═════ Supplied records
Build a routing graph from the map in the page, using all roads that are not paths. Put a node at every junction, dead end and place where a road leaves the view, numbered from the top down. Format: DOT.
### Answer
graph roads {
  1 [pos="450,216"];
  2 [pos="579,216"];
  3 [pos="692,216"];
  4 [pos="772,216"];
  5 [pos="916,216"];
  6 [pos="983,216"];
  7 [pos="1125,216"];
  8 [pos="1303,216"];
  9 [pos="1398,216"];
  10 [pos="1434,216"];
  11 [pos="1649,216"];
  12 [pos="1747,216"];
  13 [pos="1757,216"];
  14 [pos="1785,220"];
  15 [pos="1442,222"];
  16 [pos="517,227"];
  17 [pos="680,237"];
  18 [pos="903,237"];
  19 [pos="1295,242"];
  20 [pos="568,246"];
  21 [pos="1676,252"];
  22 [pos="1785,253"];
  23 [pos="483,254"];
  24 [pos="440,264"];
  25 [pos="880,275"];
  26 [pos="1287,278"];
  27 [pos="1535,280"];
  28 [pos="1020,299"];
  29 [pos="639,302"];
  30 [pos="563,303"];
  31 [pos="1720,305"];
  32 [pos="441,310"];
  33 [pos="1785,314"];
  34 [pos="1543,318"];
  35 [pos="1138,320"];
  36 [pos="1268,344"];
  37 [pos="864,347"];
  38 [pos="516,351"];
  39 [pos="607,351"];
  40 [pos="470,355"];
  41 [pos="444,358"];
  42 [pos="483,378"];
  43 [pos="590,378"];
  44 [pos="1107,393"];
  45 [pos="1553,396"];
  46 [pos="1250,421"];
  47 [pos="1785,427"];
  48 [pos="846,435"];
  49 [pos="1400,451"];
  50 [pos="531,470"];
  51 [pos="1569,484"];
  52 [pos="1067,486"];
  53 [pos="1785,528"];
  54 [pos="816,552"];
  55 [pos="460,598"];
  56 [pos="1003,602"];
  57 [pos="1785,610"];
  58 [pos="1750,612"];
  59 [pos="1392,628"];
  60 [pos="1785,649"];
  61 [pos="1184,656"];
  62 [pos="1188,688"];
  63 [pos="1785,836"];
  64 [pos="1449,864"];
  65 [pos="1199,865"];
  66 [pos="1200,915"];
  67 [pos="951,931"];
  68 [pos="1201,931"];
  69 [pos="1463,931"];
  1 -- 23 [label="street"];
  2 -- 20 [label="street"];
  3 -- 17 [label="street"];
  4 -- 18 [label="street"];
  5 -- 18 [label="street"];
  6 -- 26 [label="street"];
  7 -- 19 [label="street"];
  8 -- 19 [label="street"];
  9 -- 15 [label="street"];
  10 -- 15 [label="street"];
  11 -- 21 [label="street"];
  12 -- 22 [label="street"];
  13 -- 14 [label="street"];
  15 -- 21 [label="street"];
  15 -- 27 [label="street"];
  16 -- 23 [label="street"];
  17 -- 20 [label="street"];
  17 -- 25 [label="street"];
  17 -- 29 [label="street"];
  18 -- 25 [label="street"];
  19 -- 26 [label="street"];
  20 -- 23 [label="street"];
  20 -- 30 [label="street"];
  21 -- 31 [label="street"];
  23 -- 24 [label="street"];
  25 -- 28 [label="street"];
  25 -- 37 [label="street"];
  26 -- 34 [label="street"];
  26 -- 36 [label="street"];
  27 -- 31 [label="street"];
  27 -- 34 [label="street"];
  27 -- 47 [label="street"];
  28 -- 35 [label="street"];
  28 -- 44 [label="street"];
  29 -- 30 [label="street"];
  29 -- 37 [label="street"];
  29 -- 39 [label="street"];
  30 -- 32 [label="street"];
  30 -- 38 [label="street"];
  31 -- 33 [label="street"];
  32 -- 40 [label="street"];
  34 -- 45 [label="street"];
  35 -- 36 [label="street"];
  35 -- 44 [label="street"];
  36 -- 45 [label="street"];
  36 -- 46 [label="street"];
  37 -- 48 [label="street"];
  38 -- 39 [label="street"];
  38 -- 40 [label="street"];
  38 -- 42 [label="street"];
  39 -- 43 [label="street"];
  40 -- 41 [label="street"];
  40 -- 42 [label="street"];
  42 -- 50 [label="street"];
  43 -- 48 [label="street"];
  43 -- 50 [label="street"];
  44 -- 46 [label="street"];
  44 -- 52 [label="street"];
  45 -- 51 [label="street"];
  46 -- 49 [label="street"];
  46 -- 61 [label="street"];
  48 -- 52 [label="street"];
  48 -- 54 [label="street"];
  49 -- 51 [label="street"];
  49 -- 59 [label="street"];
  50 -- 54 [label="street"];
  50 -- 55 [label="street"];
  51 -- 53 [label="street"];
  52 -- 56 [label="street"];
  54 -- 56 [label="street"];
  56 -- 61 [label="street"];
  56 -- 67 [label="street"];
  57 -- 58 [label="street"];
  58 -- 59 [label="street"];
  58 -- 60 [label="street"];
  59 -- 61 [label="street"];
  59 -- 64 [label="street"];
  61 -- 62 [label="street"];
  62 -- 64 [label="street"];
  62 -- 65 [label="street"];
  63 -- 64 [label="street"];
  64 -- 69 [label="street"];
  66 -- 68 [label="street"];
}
══════════
═════ Supplied records
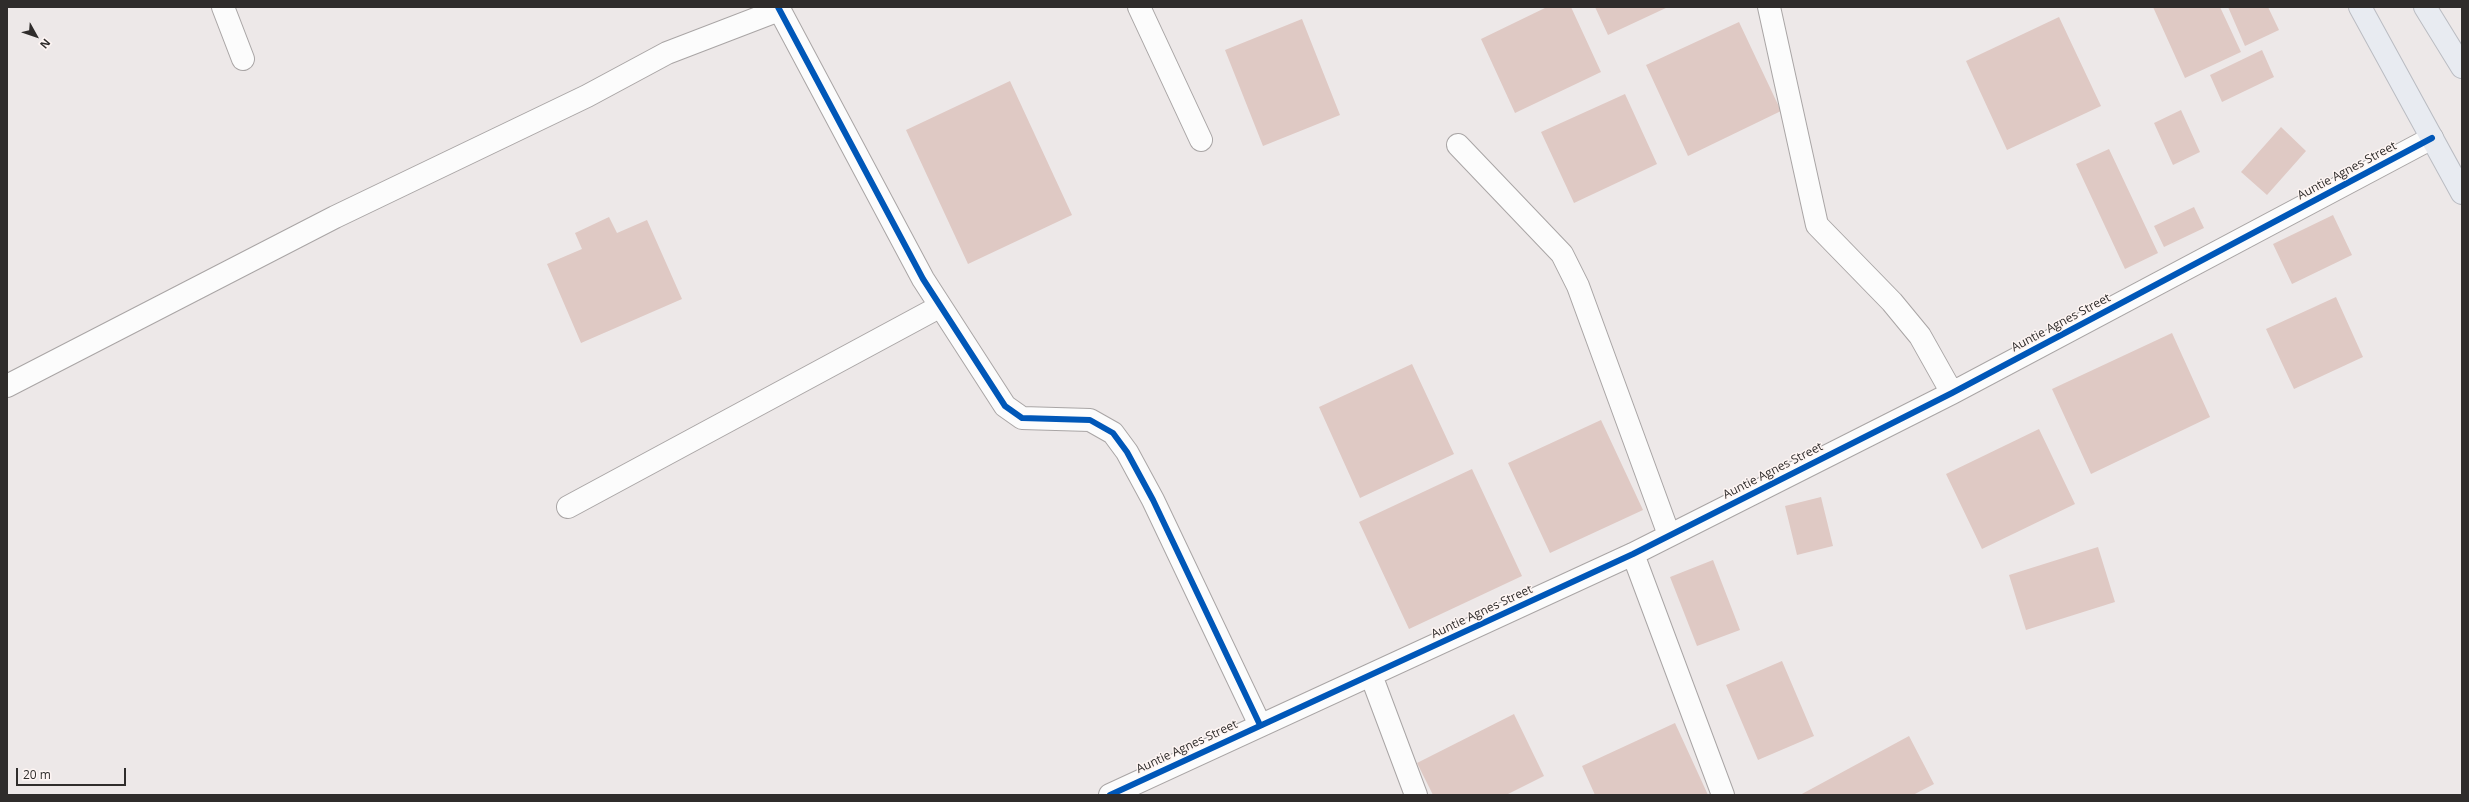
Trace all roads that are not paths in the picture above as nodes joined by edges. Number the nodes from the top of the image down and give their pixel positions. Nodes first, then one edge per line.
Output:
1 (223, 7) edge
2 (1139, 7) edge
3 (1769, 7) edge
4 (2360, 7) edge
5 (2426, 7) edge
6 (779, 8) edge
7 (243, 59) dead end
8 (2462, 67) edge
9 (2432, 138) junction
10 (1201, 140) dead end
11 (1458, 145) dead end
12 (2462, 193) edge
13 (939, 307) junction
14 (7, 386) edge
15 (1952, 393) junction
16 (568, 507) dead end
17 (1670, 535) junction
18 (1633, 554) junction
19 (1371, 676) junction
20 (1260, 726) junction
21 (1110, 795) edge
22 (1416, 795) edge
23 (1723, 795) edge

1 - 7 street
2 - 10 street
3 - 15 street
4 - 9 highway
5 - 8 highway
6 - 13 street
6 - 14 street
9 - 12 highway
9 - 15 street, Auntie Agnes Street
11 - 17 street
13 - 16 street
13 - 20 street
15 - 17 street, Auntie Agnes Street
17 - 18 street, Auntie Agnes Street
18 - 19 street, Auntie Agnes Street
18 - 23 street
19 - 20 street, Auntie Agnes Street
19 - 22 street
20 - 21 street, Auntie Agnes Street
══════════
═════ Supplied records
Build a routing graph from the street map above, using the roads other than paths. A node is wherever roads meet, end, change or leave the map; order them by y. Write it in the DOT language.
══════════
Work instructions:
Where does "paths" appear in the records above? Copy every line that has it.

Answer to this problem:
Build a routing graph from the map in the page, using all roads that are not paths. Put a node at every junction, dead end and place where a road leaves the view, numbered from the top down. Format: DOT.
Trace all roads that are not paths in the picture above as nodes joined by edges. Number the nodes from the top of the image down and give their pixel positions. Nodes first, then one edge per line.
Build a routing graph from the street map above, using the roads other than paths. A node is wherever roads meet, end, change or leave the map; order them by y. Write it in the DOT language.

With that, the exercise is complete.